PALU – Mantan Bupati Morowali Utara, Mohammad Asrar Abdul Samad, menyampaikan nota pembelaan pribadinya di hadapan majelis hakim dalam sidang lanjutan perkara dugaan tindak pidana korupsi yang menjerat dirinya.

Dalam pembelaannya, ia menegaskan tidak pernah melakukan perbuatan sebagaimana didakwakan Jaksa Penuntut Umum (JPU).

Asrar didakwa melanggar Pasal 3 Jo Pasal 18 Ayat (1) UU Nomor 31 Tahun 1999 tentang Pemberantasan Tindak Pidana Korupsi yang telah diubah dengan UU Nomor 20 Tahun 2001 Jo Pasal 55 ayat (1) ke-1 KUHP.

Dakwaan tersebut menyebut dirinya menyalahgunakan kewenangan dan merugikan keuangan negara. Namun, dalam pledoinya, Asrar menegaskan bahwa ia hanya menuntut haknya karena telah menggunakan dana pribadi ketika menjabat bupati.

Menurut Asrar, dana tersebut ia keluarkan untuk kepentingan masyarakat pada masa pandemi COVID-19. Ia menyatakan terpanggil melindungi lebih dari 128 ribu jiwa warga Morowali Utara dari ancaman wabah. “Saya meninggalkan anak istri saya demi masyarakat. Saya justru mendapat penghargaan karena berhasil menekan penyebaran COVID-19 dari zona hitam menjadi aman,” ujarnya.

Dalam sidang, Asrar juga mengaku mendapat perlakuan tidak manusiawi dari oknum JPU selama proses hukum berlangsung. Ia menuturkan pernah dipaksa hendak diborgol ketika sakit dan dirawat di RS Undata Palu.

Bahkan pada momen pernikahan anaknya, ia mengaku dipaksa segera kembali ke rumah tahanan meskipun telah memohon toleransi.

“Tindakan itu telah mengabaikan asas praduga tak bersalah. Saya diperlakukan seolah penjahat kelas kakap, padahal belum ada putusan hukum yang berkekuatan tetap,” ucapnya.

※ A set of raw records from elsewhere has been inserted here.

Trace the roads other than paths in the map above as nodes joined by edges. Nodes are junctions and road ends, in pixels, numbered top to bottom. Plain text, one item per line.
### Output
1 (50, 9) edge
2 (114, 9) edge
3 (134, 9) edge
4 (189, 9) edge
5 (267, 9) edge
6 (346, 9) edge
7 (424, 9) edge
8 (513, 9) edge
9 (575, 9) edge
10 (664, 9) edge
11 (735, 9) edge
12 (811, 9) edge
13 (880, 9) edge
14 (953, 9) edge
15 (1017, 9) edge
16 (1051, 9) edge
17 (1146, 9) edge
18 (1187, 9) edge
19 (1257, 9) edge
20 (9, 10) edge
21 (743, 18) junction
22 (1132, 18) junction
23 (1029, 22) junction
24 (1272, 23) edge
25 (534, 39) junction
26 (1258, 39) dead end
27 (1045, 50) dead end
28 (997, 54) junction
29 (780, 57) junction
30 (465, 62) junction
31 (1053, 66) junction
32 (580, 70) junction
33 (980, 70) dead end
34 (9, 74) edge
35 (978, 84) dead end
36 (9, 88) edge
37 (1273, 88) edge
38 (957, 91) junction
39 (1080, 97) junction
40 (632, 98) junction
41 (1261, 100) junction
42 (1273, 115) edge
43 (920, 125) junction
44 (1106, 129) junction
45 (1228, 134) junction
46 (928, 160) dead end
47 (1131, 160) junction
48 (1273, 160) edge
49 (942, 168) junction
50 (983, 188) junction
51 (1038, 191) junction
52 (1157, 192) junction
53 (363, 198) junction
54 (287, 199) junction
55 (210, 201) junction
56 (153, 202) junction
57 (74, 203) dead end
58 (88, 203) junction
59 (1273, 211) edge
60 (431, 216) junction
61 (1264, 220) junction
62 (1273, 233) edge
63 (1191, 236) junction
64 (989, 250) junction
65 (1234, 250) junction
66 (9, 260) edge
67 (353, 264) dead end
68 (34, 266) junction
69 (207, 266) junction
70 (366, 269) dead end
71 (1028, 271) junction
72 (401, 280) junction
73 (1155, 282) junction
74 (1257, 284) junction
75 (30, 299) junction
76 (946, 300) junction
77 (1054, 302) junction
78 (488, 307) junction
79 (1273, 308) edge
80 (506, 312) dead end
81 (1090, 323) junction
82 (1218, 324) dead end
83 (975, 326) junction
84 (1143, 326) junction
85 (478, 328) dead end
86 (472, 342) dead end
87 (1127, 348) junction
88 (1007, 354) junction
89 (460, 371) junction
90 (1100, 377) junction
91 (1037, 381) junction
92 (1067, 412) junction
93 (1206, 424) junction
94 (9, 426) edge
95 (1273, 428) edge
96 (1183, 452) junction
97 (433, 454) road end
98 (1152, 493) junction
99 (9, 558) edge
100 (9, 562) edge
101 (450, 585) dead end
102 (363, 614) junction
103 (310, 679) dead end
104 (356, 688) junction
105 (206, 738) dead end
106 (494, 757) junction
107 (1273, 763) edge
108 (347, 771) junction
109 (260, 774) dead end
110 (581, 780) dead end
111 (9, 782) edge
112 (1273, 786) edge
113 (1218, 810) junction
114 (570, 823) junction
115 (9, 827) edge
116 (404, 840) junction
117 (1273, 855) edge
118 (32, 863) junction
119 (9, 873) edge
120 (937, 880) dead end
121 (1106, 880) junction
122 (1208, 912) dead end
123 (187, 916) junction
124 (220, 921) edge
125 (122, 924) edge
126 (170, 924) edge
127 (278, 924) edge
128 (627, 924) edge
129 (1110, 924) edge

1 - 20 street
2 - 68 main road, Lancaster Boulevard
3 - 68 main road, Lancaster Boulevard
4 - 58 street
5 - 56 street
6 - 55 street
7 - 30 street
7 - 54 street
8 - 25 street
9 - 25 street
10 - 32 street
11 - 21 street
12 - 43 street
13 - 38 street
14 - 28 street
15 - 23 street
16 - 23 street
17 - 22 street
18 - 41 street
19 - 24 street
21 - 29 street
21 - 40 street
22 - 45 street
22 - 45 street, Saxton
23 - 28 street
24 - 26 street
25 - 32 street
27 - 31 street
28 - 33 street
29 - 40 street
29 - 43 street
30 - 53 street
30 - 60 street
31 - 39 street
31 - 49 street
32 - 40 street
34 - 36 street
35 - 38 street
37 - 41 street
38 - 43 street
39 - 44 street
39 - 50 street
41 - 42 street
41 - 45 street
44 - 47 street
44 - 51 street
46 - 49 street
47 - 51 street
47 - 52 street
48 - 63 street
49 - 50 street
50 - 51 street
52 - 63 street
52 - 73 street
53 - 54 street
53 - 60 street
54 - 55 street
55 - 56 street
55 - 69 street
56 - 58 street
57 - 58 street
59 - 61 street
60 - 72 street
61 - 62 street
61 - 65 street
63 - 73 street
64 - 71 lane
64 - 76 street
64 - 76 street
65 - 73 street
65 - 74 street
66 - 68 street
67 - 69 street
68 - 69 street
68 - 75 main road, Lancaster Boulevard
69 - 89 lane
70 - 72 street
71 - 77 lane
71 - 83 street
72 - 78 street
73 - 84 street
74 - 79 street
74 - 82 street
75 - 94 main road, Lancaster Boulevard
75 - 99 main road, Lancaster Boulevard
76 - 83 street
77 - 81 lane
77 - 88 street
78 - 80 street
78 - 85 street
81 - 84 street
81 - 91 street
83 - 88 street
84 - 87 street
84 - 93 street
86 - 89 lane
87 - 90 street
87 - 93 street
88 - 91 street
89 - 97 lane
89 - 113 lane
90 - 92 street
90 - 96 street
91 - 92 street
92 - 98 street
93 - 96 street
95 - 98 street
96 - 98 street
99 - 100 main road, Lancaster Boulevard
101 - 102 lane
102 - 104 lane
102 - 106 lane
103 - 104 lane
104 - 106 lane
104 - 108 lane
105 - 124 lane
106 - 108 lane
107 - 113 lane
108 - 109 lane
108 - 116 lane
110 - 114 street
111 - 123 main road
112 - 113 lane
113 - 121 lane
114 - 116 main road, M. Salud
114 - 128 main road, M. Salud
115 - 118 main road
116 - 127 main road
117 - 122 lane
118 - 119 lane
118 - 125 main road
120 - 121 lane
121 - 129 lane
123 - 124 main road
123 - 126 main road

Asrar menegaskan tidak ada satu pun saksi yang melihat dirinya menerima uang Rp450 juta sebagaimana dituduhkan. Ia juga menyebut tidak ada bukti kwitansi maupun dokumen sah yang membuktikan penerimaan dana tersebut. “Kalau benar saya menerima uang itu, untuk apa saya menyita kendaraan operasional saat itu? Semua tanda tangan bukti jaksa pun sangat berbeda dengan tanda tangan saya,” tambahnya.

Ia menilai dakwaan JPU tidak objektif karena mengabaikan fakta persidangan. Hal itu menurutnya telah mencederai prinsip kepastian hukum dan keadilan yang dijamin undang-undang. Ia pun memohon agar majelis hakim mempertimbangkan fakta persidangan tanpa adanya tekanan politik atau kepentingan tertentu.

Melalui nota pembelaan pribadinya, Asrar meminta majelis hakim untuk menerima pembelaannya, menyatakan seluruh dakwaan tidak terbukti, membebaskannya dari segala tuntutan hukum (vrijspraak), serta memulihkan nama baiknya di masyarakat.

JPU menuntut terdakwa Moh. Asrar Abd.Samad di pidana 3 tahun penjara, membayar denda Rp100 juta, subsider 6 bulan kurungan, kasus dugaan korupsi belanja barang dan jasa pada Bagian Umum dan Perlengkapan Sekda Pemkab Morowali Utara (Morut) 2020, menimbulkan Kerugian Negara Rp539.218.225.

Pidana tambahan membayar uang pengganti Rp450 juta , subsider 1 tahun dan 6 bulan penjara atau 1,5 tahun penjara.